• _WHAT IS NEEDED_
Give the entries below again, word for word, and leave out the images.

• _DATA EXCERPTS_
================

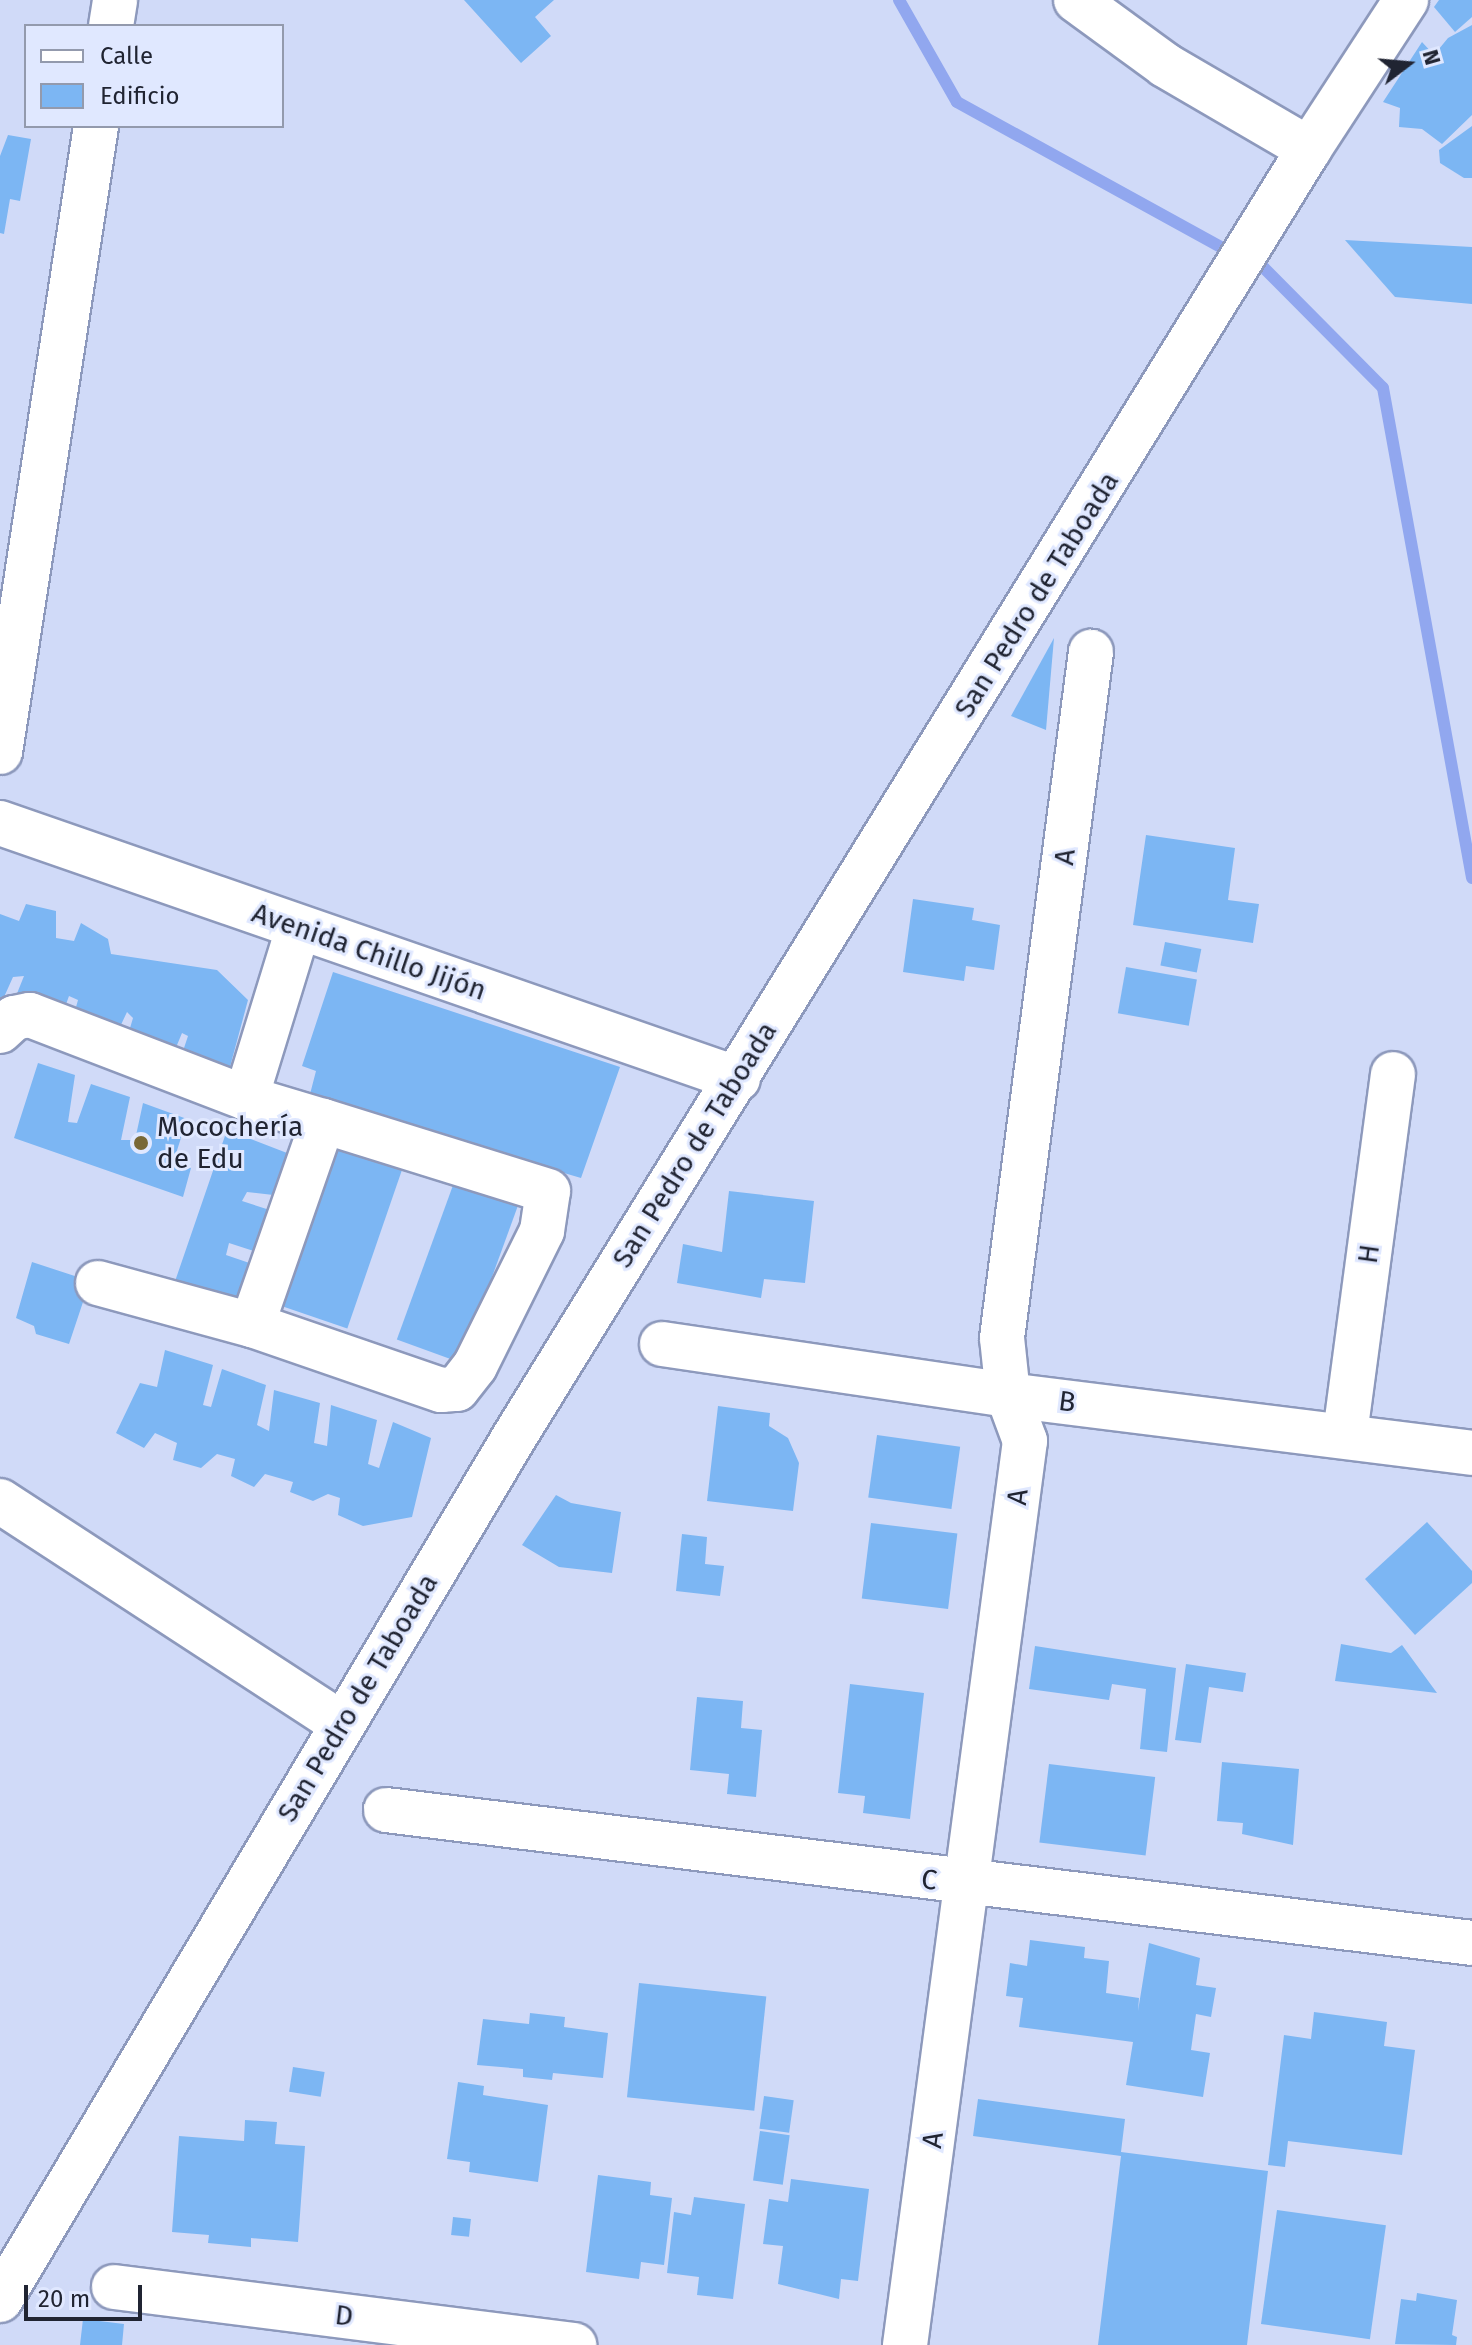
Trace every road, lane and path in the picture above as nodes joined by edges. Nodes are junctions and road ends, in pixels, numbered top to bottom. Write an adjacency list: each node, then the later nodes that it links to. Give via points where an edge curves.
1 (115, 0): 4 (street)
2 (1076, 0): 6 (street, via 1165,65)
3 (1406, 0): 6 (street, San Pedro de Taboada)
4 (111, 24)
5 (96, 128): 8 (street)
6 (1309, 149): 14 (street, San Pedro de Taboada)
7 (1091, 652): 20 (street, A, via 1002,1338)
8 (6, 673): 9 (street)
9 (0, 752)
10 (0, 823): 11 (street, Avenida Chillo Jijón)
11 (298, 929): 14 (street, Avenida Chillo Jijón); 15 (street)
12 (0, 1031): 15 (street, via 14,1018 30,1015)
13 (1393, 1074): 21 (street, H)
14 (738, 1079): 24 (street, San Pedro de Taboada)
15 (246, 1098): 16 (street)
16 (323, 1121): 18 (street); 18 (street, via 548,1191 542,1231 475,1366 457,1389 441,1390)
17 (98, 1283): 18 (street)
18 (252, 1325)
19 (662, 1344): 20 (street, B)
20 (1008, 1395): 21 (street, B); 26 (street, A, via 1025,1441)
21 (1345, 1434): 22 (street, B)
22 (1472, 1453)
23 (0, 1501): 24 (street)
24 (342, 1724): 29 (street, San Pedro de Taboada)
25 (386, 1810): 26 (street, C)
26 (969, 1885): 27 (street, C); 31 (street, A)
27 (1472, 1943)
28 (114, 2287): 30 (street, D)
29 (0, 2300)
30 (574, 2345)
31 (905, 2345)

================

• _ANSWER TO THE PROBLEM_
Trace every road, lane and path in the picture above as nodes joined by edges. Nodes are junctions and road ends, in pixels, numbered top to bottom. Write an adjacency list: each node, then the later nodes that it links to. Give via points where an edge curves.
1 (115, 0): 4 (street)
2 (1076, 0): 6 (street, via 1165,65)
3 (1406, 0): 6 (street, San Pedro de Taboada)
4 (111, 24)
5 (96, 128): 8 (street)
6 (1309, 149): 14 (street, San Pedro de Taboada)
7 (1091, 652): 20 (street, A, via 1002,1338)
8 (6, 673): 9 (street)
9 (0, 752)
10 (0, 823): 11 (street, Avenida Chillo Jijón)
11 (298, 929): 14 (street, Avenida Chillo Jijón); 15 (street)
12 (0, 1031): 15 (street, via 14,1018 30,1015)
13 (1393, 1074): 21 (street, H)
14 (738, 1079): 24 (street, San Pedro de Taboada)
15 (246, 1098): 16 (street)
16 (323, 1121): 18 (street); 18 (street, via 548,1191 542,1231 475,1366 457,1389 441,1390)
17 (98, 1283): 18 (street)
18 (252, 1325)
19 (662, 1344): 20 (street, B)
20 (1008, 1395): 21 (street, B); 26 (street, A, via 1025,1441)
21 (1345, 1434): 22 (street, B)
22 (1472, 1453)
23 (0, 1501): 24 (street)
24 (342, 1724): 29 (street, San Pedro de Taboada)
25 (386, 1810): 26 (street, C)
26 (969, 1885): 27 (street, C); 31 (street, A)
27 (1472, 1943)
28 (114, 2287): 30 (street, D)
29 (0, 2300)
30 (574, 2345)
31 (905, 2345)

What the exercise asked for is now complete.